Categorygithub.com/parsiya/parsia-codegophercises04-link

package

0.0.0-20240228044302-56ad08b2fa1c

Repository: https://github.com/parsiya/parsia-code.git

Documentation: pkg.go.dev

# README

Gophercises - 4 - Link

Problem

Solutions

link: link package.
main: Use link package to extract links from HTML.

Lessons Learned

/x/net/html

Read the package example: https://godoc.org/golang.org/x/net/html

Token struct:

type Token struct {
    Type     TokenType
    DataAtom atom.Atom
    Data     string
    Attr     []Attribute
}

Type can give us information about what kind of token it is. Important ones for this exercise are:
- StartTagToken: <a href>
- EndTagToken: </a>
- TextToken: Text in between.

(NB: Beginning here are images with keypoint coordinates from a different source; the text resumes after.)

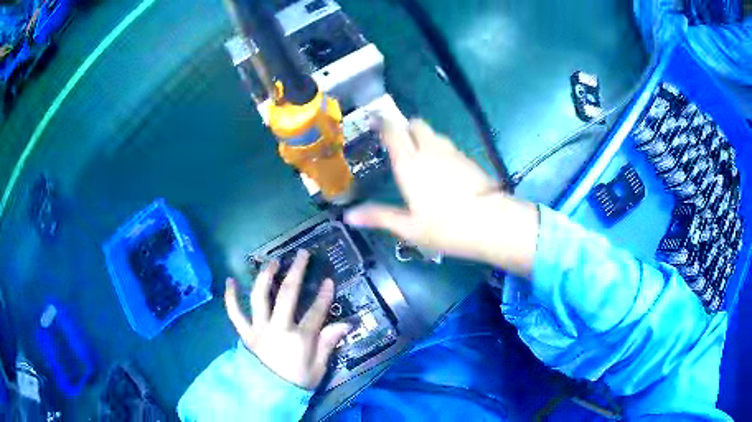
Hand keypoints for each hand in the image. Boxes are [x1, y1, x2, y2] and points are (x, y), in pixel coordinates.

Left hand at [224, 250, 350, 389]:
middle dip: (297, 271)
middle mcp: (278, 327)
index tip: (329, 280)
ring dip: (267, 275)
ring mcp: (259, 328)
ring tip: (273, 262)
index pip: (316, 311)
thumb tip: (346, 323)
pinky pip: (234, 313)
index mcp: (300, 338)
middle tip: (302, 254)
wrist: (269, 395)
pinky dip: (231, 297)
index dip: (324, 294)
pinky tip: (230, 281)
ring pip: (260, 296)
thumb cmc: (297, 382)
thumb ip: (329, 343)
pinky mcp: (245, 333)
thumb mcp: (319, 368)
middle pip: (288, 293)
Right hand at [345, 118, 538, 276]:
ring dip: (424, 137)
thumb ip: (379, 217)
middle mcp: (429, 151)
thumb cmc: (446, 228)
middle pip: (415, 125)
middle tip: (399, 142)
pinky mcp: (468, 159)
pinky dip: (440, 148)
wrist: (492, 224)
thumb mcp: (409, 228)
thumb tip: (348, 216)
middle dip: (405, 127)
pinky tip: (442, 168)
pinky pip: (448, 145)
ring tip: (420, 155)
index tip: (375, 121)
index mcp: (410, 165)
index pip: (394, 133)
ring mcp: (451, 152)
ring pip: (434, 133)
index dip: (383, 124)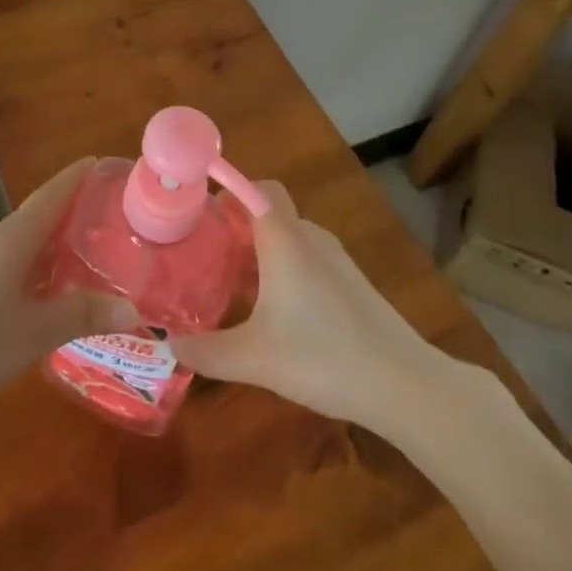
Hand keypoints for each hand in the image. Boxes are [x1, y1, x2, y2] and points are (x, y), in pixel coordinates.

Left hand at [0, 156, 138, 418]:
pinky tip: (58, 280)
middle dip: (73, 205)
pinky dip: (42, 258)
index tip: (101, 161)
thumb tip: (133, 309)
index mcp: (11, 241)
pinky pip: (16, 257)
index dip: (75, 177)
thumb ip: (82, 315)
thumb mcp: (35, 333)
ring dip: (57, 235)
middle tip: (111, 206)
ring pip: (27, 237)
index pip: (50, 196)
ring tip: (93, 241)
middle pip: (40, 212)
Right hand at [168, 181, 448, 427]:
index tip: (200, 212)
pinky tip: (275, 310)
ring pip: (289, 237)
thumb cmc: (322, 357)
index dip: (229, 189)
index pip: (257, 187)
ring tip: (233, 282)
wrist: (401, 383)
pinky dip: (285, 268)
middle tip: (207, 253)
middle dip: (237, 224)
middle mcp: (309, 237)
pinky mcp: (351, 282)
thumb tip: (169, 346)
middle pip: (269, 211)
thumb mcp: (254, 358)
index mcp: (284, 239)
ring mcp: (335, 259)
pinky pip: (307, 258)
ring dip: (261, 249)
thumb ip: (207, 352)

Using text nodes will skip other elements inside the link.
Data contains the data in the node.
- Anchor tags: a.
- Text nodes: The actual text of the node.

Attribute is of type:

type Attribute struct {
    Namespace, Key, Val string
}

Key is the name of the attribute and Value is the value.
- <a href="example.net">: key = href and value = example.net.

Parse

Parse is easy.

Go through the nodes. If you reach a start anchor tag, set the capturing flag to start capturing. Store the href.
While capturing, add the text of every text node (trim all white space but add a space between nodes).
After reaching the end anchor tag, stop capturing and store the link.
Add link to the links slice.

Issues:

Nested links are ignored. Child links are not stored and their text is stored as part of the parent link.
- For an example run go run main.go -f ex5.html.

strings.Builder

Example: https://golang.org/pkg/strings/#example_Builder

var sb strings.Builder  // Create the builder.
sb.WriteString("whatever")  // Write to it. We can use fmt.Sprintf as param too.
return sb.String()  // Get the final string.